Parsoid in PHP, or there and back again

In December 2019, we replaced the original version of Parsoid, written in JavaScript, with a version written in PHP, the primary programming language of MediaWiki. This new version, called Parsoid/PHP, is roughly twice as fast as the original JavaScript version. Parsoid/PHP brings us one step closer to integrating Parsoid and other MediaWiki wikitext-handling code into a single system.

With apologies to Tolkien’s full title for //The Hobbit//

By S.Subramanya Sastry, C.Scott Ananian; Parsing Team; Wikimedia Foundation

Summary

If you have edited a Wikipedia page, you may have noticed that you don’t write wiki articles in HTML, the standard language of web pages. You write them in Wikitext, a markup language specific to MediaWiki. However, you might have used VisualEditor, a friendlier editing tool that lets editors edit pages without needing to know Wikitext. Parsoid is the software that enables VisualEditor and tools like Content Translation to operate on web-standard HTML (without any specific knowledge of wikitext); Parsoid handles the translation back-and-forth between HTML and wikitext.

In December 2019, we replaced the original version of Parsoid, written in the JavaScript programming language, with a version written in PHP, which is the primary programming language of MediaWiki. This new version, which we call Parsoid/PHP, is roughly twice as fast on most requests as the original version (retroactively renamed Parsoid/JS). Parsoid/PHP also brings us one step closer to integrating Parsoid and other MediaWiki wikitext-handling code into a single system, which will be easier to maintain and extend.

The rest of this post explains why and how this effort got started, how we chose to organize the work, and how we benefited from close coordination among different teams. Future blog posts will cover in-depth technical details of the project and challenges faced and will conclude by revisiting the start of the Parsoid project in 2011 and speculating with the benefit of hindsight about the paths we didn’t take.

Background

A wikitext parser has to extract structure from markup — identifying sections, links, categories, images, and such — and then to use that structure to format the markup. As documented in the long list of alternative parsers on mediawiki.org, the quest to best convert Wikitext markup into HTML (or other formats, and sometimes back to wikitext) is an old one.
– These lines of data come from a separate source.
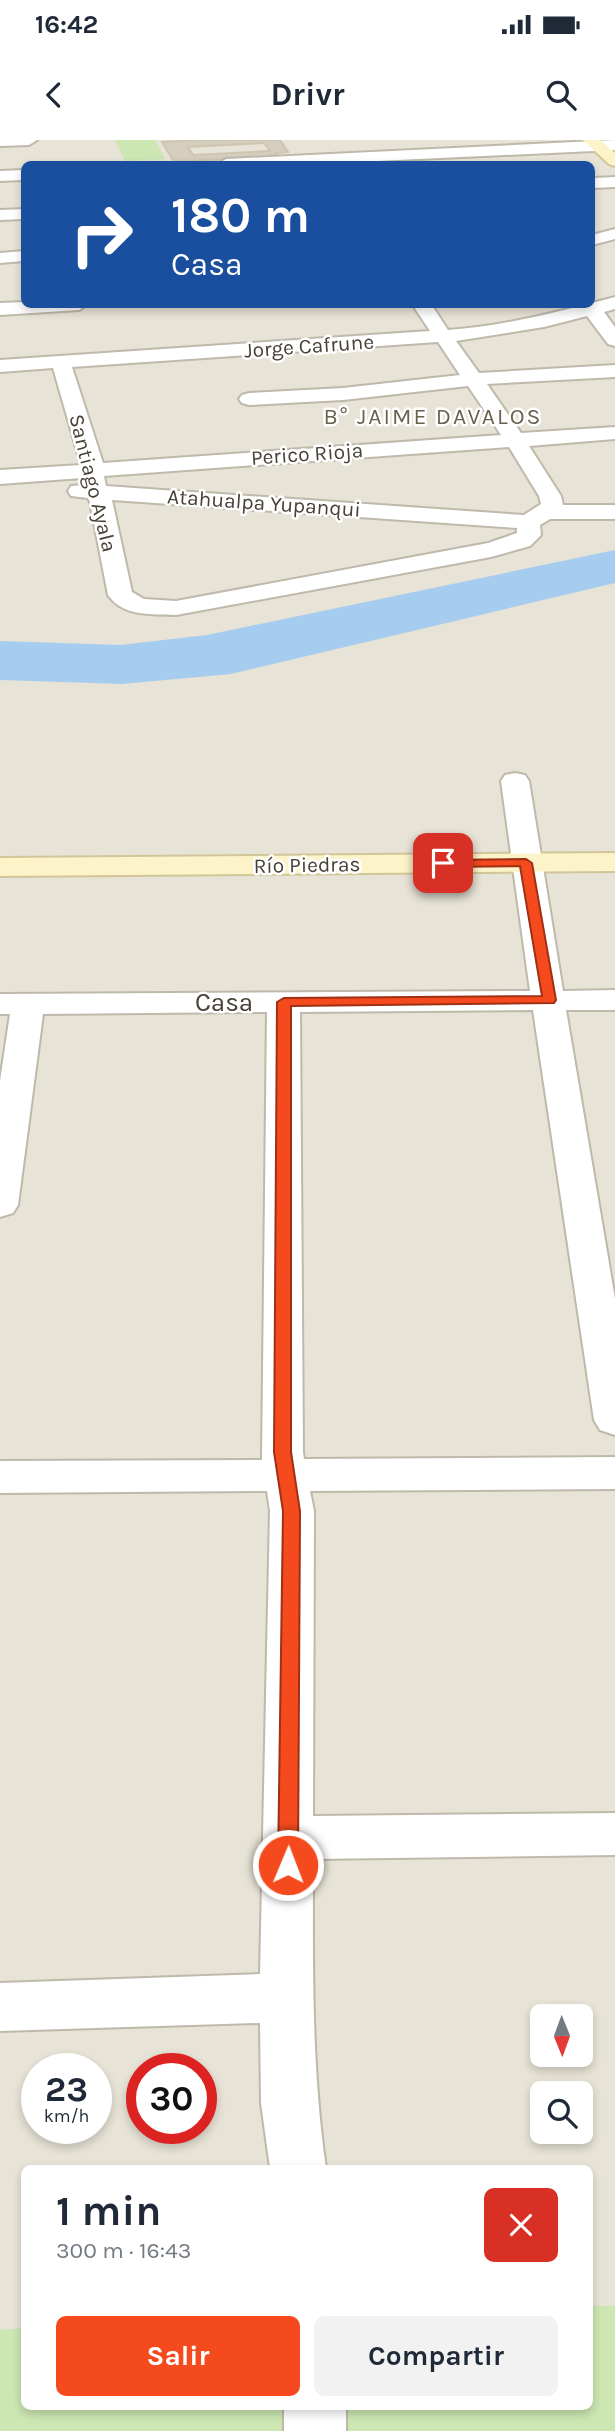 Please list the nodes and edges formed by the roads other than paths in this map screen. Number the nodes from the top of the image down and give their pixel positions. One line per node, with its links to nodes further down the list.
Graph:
1 (302, 140): 6 (street)
2 (0, 141): 3 (street)
3 (23, 143)
4 (594, 143): 5 (street); 7 (street); 8 (street)
5 (615, 145)
6 (316, 161)
7 (332, 161)
8 (615, 161)
9 (21, 175): 10 (street)
10 (0, 176)
11 (615, 182): 12 (street)
12 (595, 183)
13 (21, 214): 14 (street)
14 (0, 215)
15 (615, 223): 16 (street)
16 (595, 224)
17 (615, 234): 18 (street)
18 (595, 239)
19 (21, 256): 20 (street)
20 (0, 258)
21 (615, 303): 25 (street, Jorge Cafrune)
22 (21, 308): 24 (street)
23 (424, 308): 26 (street)
24 (0, 309)
25 (592, 309): 26 (street, Jorge Cafrune); 27 (street)
26 (442, 336): 28 (street, Jorge Cafrune); 31 (street)
27 (615, 340)
28 (61, 363): 29 (street, Jorge Cafrune); 36 (street, Santiago Ayala)
29 (0, 366)
30 (615, 371): 31 (street, Jorge Cafrune)
31 (474, 379): 32 (street, Jorge Cafrune); 34 (street)
32 (249, 398)
33 (615, 433): 34 (street, Perico Rioja)
34 (515, 440): 36 (street, Perico Rioja); 39 (street)
35 (0, 477): 36 (street, Perico Rioja)
36 (95, 481): 37 (street, Atahualpa Yupanqui); 39 (street, Atahualpa Yupanqui); 39 (street, Santiago Ayala)
37 (0, 485)
38 (615, 512): 39 (street, Atahualpa Yupanqui)
39 (534, 523)
40 (515, 781): 42 (street)
41 (615, 862): 42 (street, Río Piedras)
42 (526, 863): 43 (street, Río Piedras); 44 (street)
43 (0, 867)
44 (549, 1000): 45 (street, Casa); 46 (street, Casa); 49 (street)
45 (615, 1000)
46 (284, 1002): 47 (street, Casa); 51 (street)
47 (14, 1003): 48 (street)
48 (0, 1205)
49 (615, 1420)
50 (615, 1473): 51 (street)
51 (286, 1476): 52 (street); 54 (street)
52 (0, 1477)
53 (615, 1834): 54 (street)
54 (288, 1838): 55 (street)
55 (286, 1998): 56 (street); 57 (street)
56 (0, 2007)
57 (298, 2165)
58 (314, 2410): 59 (street)
59 (315, 2431) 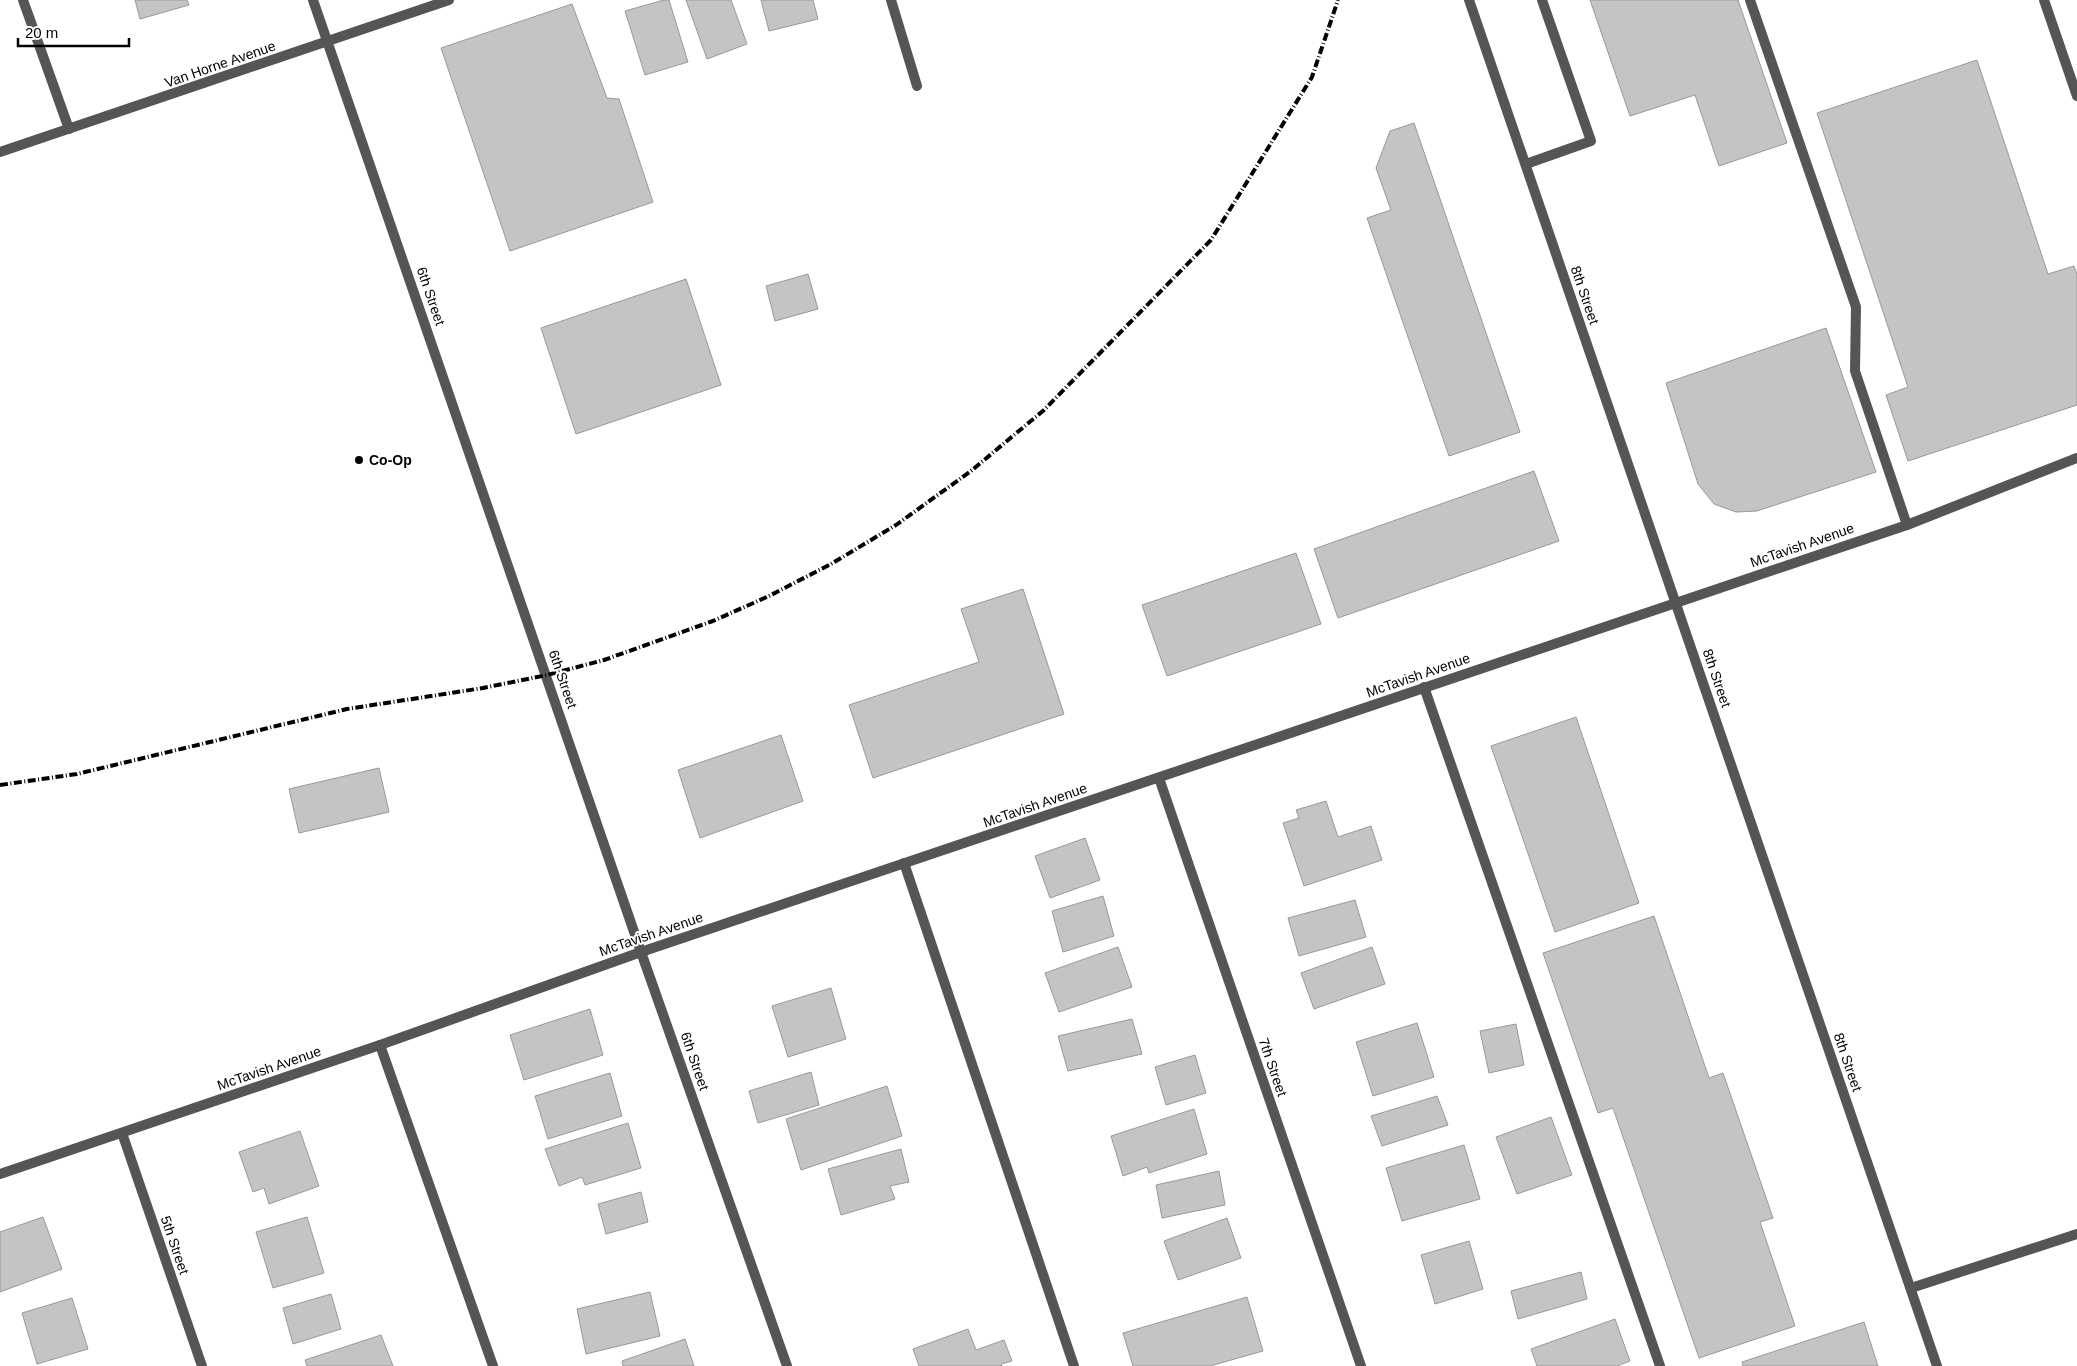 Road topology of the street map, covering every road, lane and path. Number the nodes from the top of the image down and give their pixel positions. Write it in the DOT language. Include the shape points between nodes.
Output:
graph roads {
  1 [pos="23,0"];
  2 [pos="313,0"];
  3 [pos="449,0"];
  4 [pos="891,0"];
  5 [pos="1469,0"];
  6 [pos="1542,0"];
  7 [pos="1750,0"];
  8 [pos="2044,0"];
  9 [pos="328,42"];
  10 [pos="917,86"];
  11 [pos="2077,96"];
  12 [pos="68,129"];
  13 [pos="0,152"];
  14 [pos="1526,164"];
  15 [pos="2077,458"];
  16 [pos="1907,524"];
  17 [pos="1676,603"];
  18 [pos="1424,687"];
  19 [pos="1159,778"];
  20 [pos="904,863"];
  21 [pos="641,952"];
  22 [pos="380,1045"];
  23 [pos="122,1133"];
  24 [pos="0,1174"];
  25 [pos="2077,1234"];
  26 [pos="1911,1288"];
  27 [pos="202,1366"];
  28 [pos="493,1366"];
  29 [pos="787,1366"];
  30 [pos="1074,1366"];
  31 [pos="1361,1366"];
  32 [pos="1660,1366"];
  33 [pos="1937,1366"];
  1 -- 12 [label="street"];
  2 -- 9 [label="street, 6th Street"];
  3 -- 9 [label="street, Van Horne Avenue"];
  4 -- 10 [label="street"];
  5 -- 14 [label="street, 8th Street"];
  6 -- 14 [label="street" via="1591,142"];
  7 -- 16 [label="street" via="1856,308 1855,371"];
  8 -- 11 [label="street"];
  9 -- 12 [label="street, Van Horne Avenue"];
  9 -- 21 [label="street, 6th Street"];
  12 -- 13 [label="street, Van Horne Avenue"];
  14 -- 17 [label="street, 8th Street"];
  15 -- 16 [label="street, McTavish Avenue"];
  16 -- 17 [label="street, McTavish Avenue"];
  17 -- 18 [label="street, McTavish Avenue"];
  17 -- 26 [label="street, 8th Street"];
  18 -- 19 [label="street, McTavish Avenue"];
  18 -- 32 [label="street"];
  19 -- 20 [label="street, McTavish Avenue"];
  19 -- 31 [label="street, 7th Street"];
  20 -- 21 [label="street, McTavish Avenue"];
  20 -- 30 [label="street"];
  21 -- 22 [label="street, McTavish Avenue"];
  21 -- 29 [label="street, 6th Street"];
  22 -- 23 [label="street, McTavish Avenue"];
  22 -- 28 [label="street"];
  23 -- 24 [label="street, McTavish Avenue"];
  23 -- 27 [label="street, 5th Street"];
  25 -- 26 [label="street"];
  26 -- 33 [label="street, 8th Street"];
}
The VisualEditor project required new types of information to be extracted from wikitext, and it required (for the first time) *reversible* formatting — the wikitext was turned into HTML (augmented with these new types of structural information), manipulated by VisualEditor, and then converted back to wikitext in an extremely faithful way. This was beyond the capabilities of MediaWiki’s original parser, and so a new one was written to power VisualEditor: Parsoid.

As a result, since around 2013, MediaWiki has had two different wikitext engines in production: the default one-way parser written in PHP that is part of core MediaWiki, and the separate round-trip parser, Parsoid. Parsoid was implemented in JavaScript, and it operated as a Node.js microservice that interfaced with MediaWiki via the MediaWiki action API. We will (re)examine some of the reasons behind this architectural choice in a future blog post, but the loose coupling of Parsoid and the MediaWiki core allowed rapid iteration in what was originally a highly experimental effort to support visual editing. However, by 2015, as VisualEditor and Parsoid matured and became established, maintaining two parallel wikitext engines in perpetuity was untenable.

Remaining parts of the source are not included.